Malerische Assoziationen wecken die meisten von Smirnovs Werken, die hierzulande kaum je zu hören waren. Eine Ausnahme markierte die Uraufführung eines Vokalwerks durch das Altenberg-Trio und den Bariton Wolfgang Holzmair.

Im Übrigen blieb diese Musik ein Fall für Connaisseure, die auch Smirnovs Liebe zum Schaffen des englischen Maler-Dichters William Blake zu würdigen wissen. Dessen um eine freigeistige Aneignung neutestamentarischen Gedankenguts oszillierendes Schaffen hat Smirnov über Jahrzehnte inspiriert.

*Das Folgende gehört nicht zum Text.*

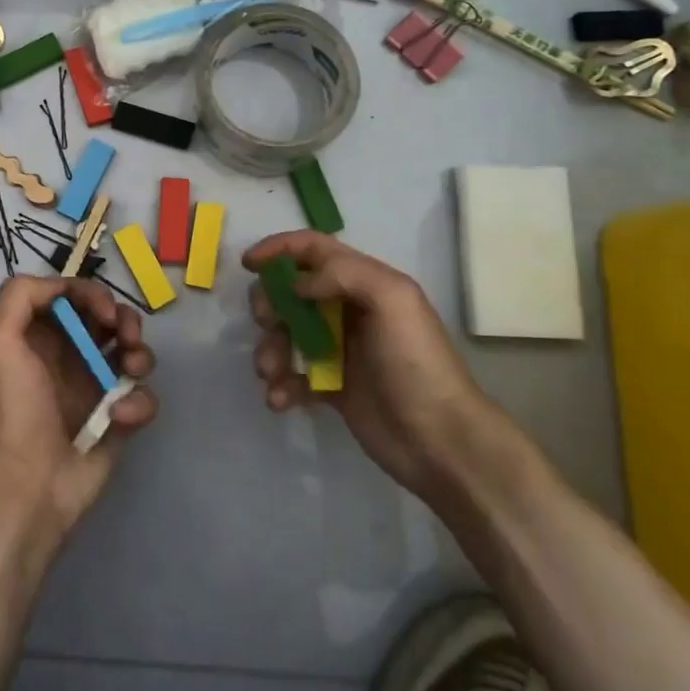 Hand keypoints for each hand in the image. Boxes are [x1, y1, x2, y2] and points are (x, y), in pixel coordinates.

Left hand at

Der Komponist fungierte auch als Übersetzer, übertrug die Dichtungen seines Idols ins Russische und verfasste eine ausführliche Blake-Biografie. Damals lebte er längst - wie sein großes Vorbild - in England.

Die russische Musikwelt hatte nichts von ihm wissen wollen. Auch dann nicht, als er nach dem Zusammenbruch des Sowjet-Imperiums im Verein mit seiner Frau, der Komponistin Elena Firsova, einen Verband der bisher unterdrückten Avantgarde-Komponisten gründete. Am Gründonnerstag ist Smirnov in seiner englischen Wahlheimat gestorben.